Minibus from Kanchanaburi to Bangkok, 130 Baht each, 3 hours of hair-raising driving. Overtaking on the inside, on the mud, was a particular highlight!

Taxi from Khao San Rd. Bangkok, to Hua Lamphong Train Station, 51 Baht ( he used his meter, yay!)

Sleeper train Bangkok to Nong Khai. Getting to Laos from Thailand

The Bangkok to Non Khai sleeper train.Somebody makes the beds up once everyone has finished eating and drinking, in the morning they convert them back to seats again, it’s all really civilised!

Train from Bangkok to Non Khai, 8pm departure Hua Lamphong station, 9.30 am arrival at Non Khai, 2 hours delayed. We went 2nd class A/C. 2nd class non A/C is cheaper, but we didn’t like the idea of all the open windows with the current Dengue fever mosquito problem here. Both are perfectly comfortable and great fun. Washrooms were clean. You can buy food and beer on the train, we bought breakfast for the children. I love trains, generally, everything from The Trans Siberian Express to the little train to Kanchanaburi, it’s a great way to see a country and relax as you go.


Weird motorbike tuk tuk from Non Khai station to Laos Border 200 Baht. Because the train was delayed, which it often is, we’d missed the train to the border, there are plenty of tuk tuks waiting for the train to arrive.

Non Khai station to the Laos border. Tuk tuk.

motorbike tuk tuk to the Laos border from Non Khai station

Shuttle bus over the bridge into Laos 60 Baht ( Boo was free)

Tuk Tuk into Vientiane 200 Baht. We’ve been to Vientiane before, we know there’s not that much to do there and the traffic fumes were terrible, so we shot through ASAP. We’ll have to go there anyway on the way back to get the 60 day Thai visa. The main Dengue fever outbreak seems to be around Vientiane.

Mini bus to Vang Vieng  770 Baht for 3 seats. 3.5 hours ( about $29 AU). There is a regular bus that would have been cheaper, but it takes 5 hours and wasn’t due to leave for over an hour, we wanted to be in Vang Vieng before dark. The mini bus guys hang around the bus station looking for customers, we had to negotiate a price and they let the 2 boys count as 1 person. The scenery was absolutely stunning, watching rural life in the villages was fabulous, the children loved seeing the rice fields where people were busy working by hand and dodging all the livestock on the road.

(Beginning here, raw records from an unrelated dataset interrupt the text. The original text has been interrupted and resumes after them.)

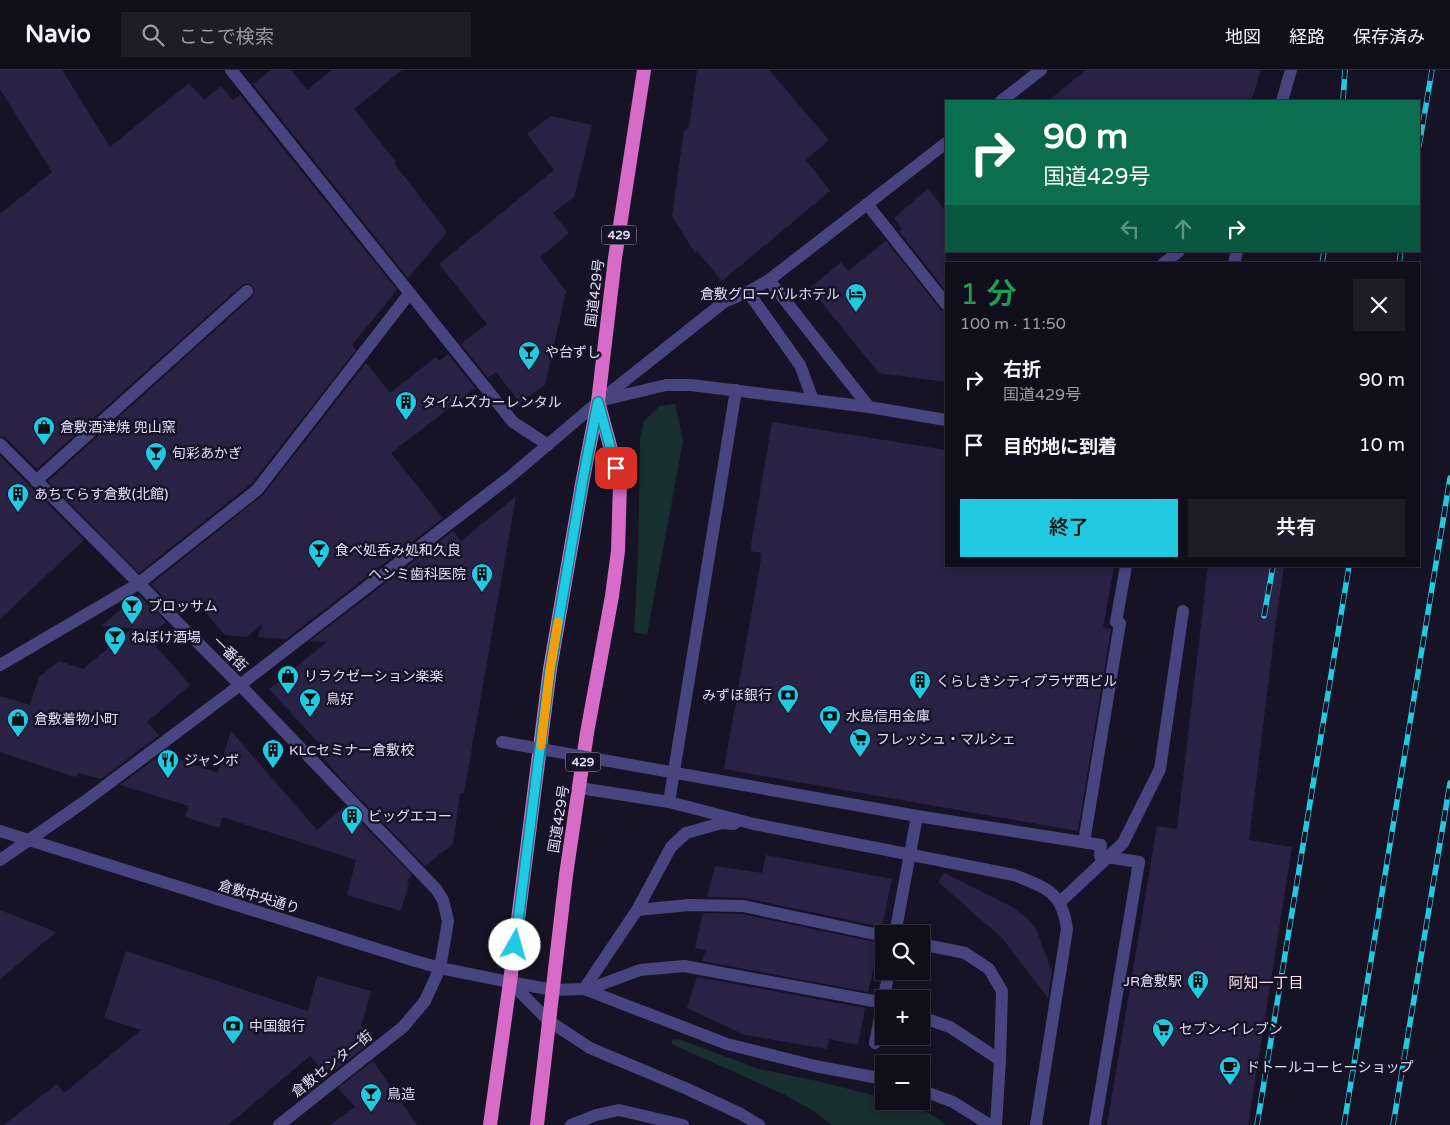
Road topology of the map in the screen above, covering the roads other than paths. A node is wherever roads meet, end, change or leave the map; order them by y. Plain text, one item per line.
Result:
1 (644, 70) edge
2 (1041, 70) edge
3 (1291, 70) edge
4 (235, 72) edge
5 (1002, 100) edge
6 (1282, 100) edge
7 (945, 145) edge
8 (868, 204) junction
9 (1178, 252) edge
10 (1165, 262) edge
11 (769, 280) junction
12 (247, 291) dead end
13 (748, 292) junction
14 (409, 294) junction
15 (945, 303) edge
16 (736, 390) junction
17 (813, 400) junction
18 (598, 402) junction
19 (869, 407) junction
20 (945, 420) edge
21 (0, 444) edge
22 (548, 445) junction
23 (36, 481) junction
24 (1126, 567) edge
25 (138, 584) junction
26 (1182, 611) dead end
27 (0, 665) edge
28 (240, 685) junction
29 (502, 742) dead end
30 (580, 788) junction
31 (669, 802) junction
32 (917, 816) junction
33 (754, 824) junction
34 (0, 832) edge
35 (28, 841) junction
36 (1084, 842) junction
37 (0, 860) edge
38 (436, 889) joint
39 (1060, 902) junction
40 (637, 910) junction
41 (897, 925) edge
42 (875, 934) edge
43 (930, 946) edge
44 (440, 968) junction
45 (510, 982) junction
46 (584, 989) junction
47 (553, 990) junction
48 (875, 1002) edge
49 (930, 1020) edge
50 (549, 1021) junction
51 (1000, 1060) junction
52 (875, 1077) edge
53 (930, 1093) edge
54 (279, 1125) edge
55 (490, 1125) edge
56 (537, 1125) edge
57 (571, 1125) edge
58 (684, 1125) edge
59 (758, 1125) edge
60 (990, 1125) edge
61 (996, 1125) edge
62 (1036, 1125) edge
63 (1095, 1125) edge

1 - 18 highway, 国道429号 / 429
2 - 5 street
3 - 6 street
4 - 14 street
7 - 8 street
8 - 11 street
8 - 15 street
9 - 10 street
11 - 13 street
11 - 19 street
12 - 23 street
13 - 17 street
13 - 18 street
14 - 22 street
14 - 25 street
16 - 17 street
16 - 18 street
16 - 31 street
17 - 19 street
18 - 22 street
18 - 30 highway, 国道429号 / 429
18 - 45 highway, 国道429号 / 429
19 - 20 street
21 - 23 street, 一番街
22 - 28 street
23 - 25 street, 一番街
24 - 36 street
25 - 27 street
25 - 28 street, 一番街
26 - 39 street
28 - 35 street
28 - 38 street, 一番街
29 - 32 street, bridge
30 - 31 street
30 - 47 highway, 国道429号 / 429
31 - 33 street
32 - 36 street, bridge
32 - 41 street, bridge
33 - 39 street
33 - 40 street
34 - 35 street, 倉敷中央通り
35 - 37 street
35 - 44 street, 倉敷中央通り
36 - 63 street, bridge
38 - 44 street, 倉敷センター街
39 - 62 street
40 - 42 street
40 - 46 street
43 - 51 street
44 - 45 street, 倉敷中央通り
44 - 54 street, 倉敷センター街
45 - 47 street, 倉敷中央通り
45 - 50 street
45 - 55 highway, 国道429号 / 429
46 - 47 street, 倉敷中央通り
46 - 48 street
46 - 52 street
47 - 50 highway, 国道429号 / 429
49 - 51 street
50 - 56 highway, 国道429号 / 429
50 - 59 street
51 - 61 street
53 - 60 street
57 - 58 street

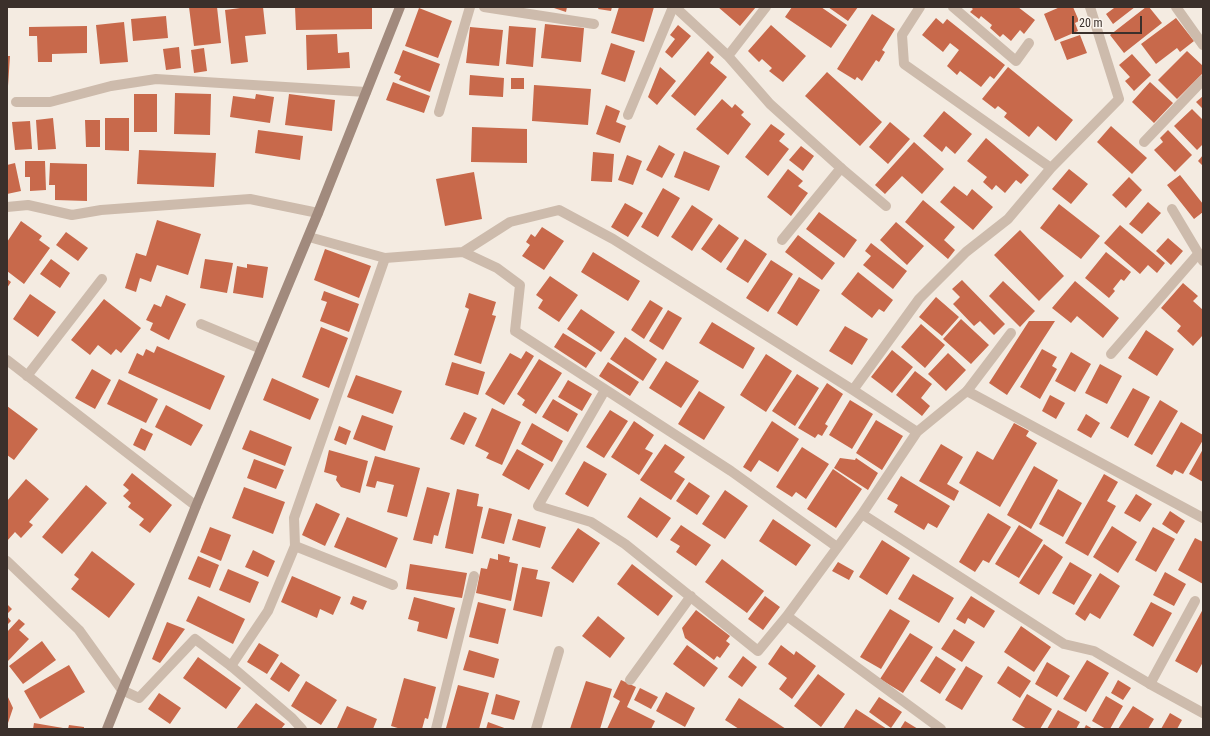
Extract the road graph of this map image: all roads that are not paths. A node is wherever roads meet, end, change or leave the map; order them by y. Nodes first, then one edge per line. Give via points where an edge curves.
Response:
1 (400, 7) edge
2 (470, 7) edge
3 (484, 7) edge
4 (674, 7) edge
5 (766, 7) edge
6 (920, 7) edge
7 (953, 7) edge
8 (1090, 7) edge
9 (1176, 7) edge
10 (594, 24) dead end
11 (1030, 43) dead end
12 (1203, 45) edge
13 (728, 56) junction
14 (1203, 80) edge
15 (366, 92) junction
16 (16, 102) dead end
17 (439, 112) dead end
18 (628, 115) dead end
19 (1144, 142) dead end
20 (841, 168) junction
21 (1051, 168) junction
22 (886, 206) dead end
23 (7, 207) edge
24 (1172, 208) dead end
25 (318, 213) junction
26 (309, 237) junction
27 (782, 240) dead end
28 (463, 252) junction
29 (1201, 257) edge
30 (385, 258) junction
31 (102, 279) dead end
32 (201, 324) dead end
33 (1011, 333) dead end
34 (261, 350) junction
35 (1111, 354) dead end
36 (7, 360) edge
37 (27, 376) junction
38 (605, 390) junction
39 (853, 390) junction
40 (967, 391) junction
41 (917, 432) junction
42 (196, 506) junction
43 (862, 514) junction
44 (1203, 518) edge
45 (295, 546) junction
46 (837, 547) junction
47 (7, 561) edge
48 (474, 576) dead end
49 (393, 585) dead end
50 (691, 596) junction
51 (1195, 601) dead end
52 (787, 616) junction
53 (559, 651) dead end
54 (231, 666) junction
55 (630, 680) dead end
56 (1150, 684) junction
57 (122, 690) junction
58 (1203, 713) edge
59 (107, 729) edge
60 (302, 729) edge
61 (436, 729) edge
62 (536, 729) edge
63 (942, 729) edge

1 - 15 street
2 - 17 street
3 - 10 street
4 - 13 street
4 - 18 street
5 - 13 street
6 - 21 street via 902,35 904,64
7 - 11 street via 1016,61
8 - 21 street via 1119,99
9 - 12 street
13 - 20 street via 770,104
14 - 19 street
15 - 16 street via 156,79 111,86 50,102
15 - 25 street
20 - 22 street
20 - 27 street
21 - 39 street via 1008,219 966,252 920,299
23 - 25 street via 28,205 72,215 102,210 250,199
24 - 29 street
25 - 26 street
26 - 30 street
26 - 34 street
28 - 30 street
28 - 38 street via 496,268 520,286 514,331
28 - 39 street via 510,222 559,210 612,239
29 - 35 street
30 - 45 street via 294,518
31 - 37 street
32 - 34 street
33 - 40 street
34 - 42 street
36 - 37 street
37 - 42 street
38 - 46 street via 731,471
38 - 50 street via 538,506 591,522 625,544
39 - 41 street
40 - 41 street
40 - 44 street
41 - 43 street
42 - 57 street
43 - 46 street
43 - 56 street via 1064,644 1094,651
45 - 49 street
45 - 54 street via 268,610
46 - 52 street
47 - 57 street via 79,630
48 - 61 street
50 - 52 street via 758,651
50 - 55 street
51 - 56 street
52 - 63 street
53 - 62 street
54 - 57 street via 195,639 140,698
54 - 60 street
56 - 58 street
57 - 59 street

Getting The Laos Visas was the Worst Bit

The children are great when we’re actually moving, they look out of the window, chat, read and sleep, it’s waiting and standing around that doesn’t go too well. Particularly standing in barely moving queues wearing heavy packs. There is a lot of paperwork involved, I stood in the queue while The Chef filled in the forms. Do the same, you’ll save a lot of time.

Pay for the Laos visa in US dollars, not Baht, we saved about $100 for the 4 of us, it’s much cheaper. There is a place to exchange money on the Laos side of the border. We have a 30 day Laos visa, which we can extend if we want to stay longer.

Vang Vieng Laos

Beatiful Vang Vieng, Laos

We’re in Vang Vieng, We Won’t be Tubing.

Once famous for riotous drunken river tubing, now cleaned up by the Laos government after a number of tragic deaths, Vang Vieng is still beautiful  A sleepy riverside town, it’s full of guest houses and eateries now.

The chef and I went tubing in Vang Vieng 12 years ago, the drunken part hadn’t really started then, it was just about drifting down the river on an inflatable tube, the riverside bars catering to bikini clad tubers came later. I’m glad it’s stopped, rivers and drinking don’t mix, but I wonder if all the businesses that have sprung up on the back of the tubing crowd will survive, everywhere is very quiet here.

The river is really fast flowing at the moment, I don’t think we’ll take the children tubing, kayaking is probably a safer  bet.

It’s pretty, it’s quiet, accommodation is cheap and good ($16 for 3 beds, TV, air-con, en suit and WiFi), so I think we’ll stay in Vang Vieng a while.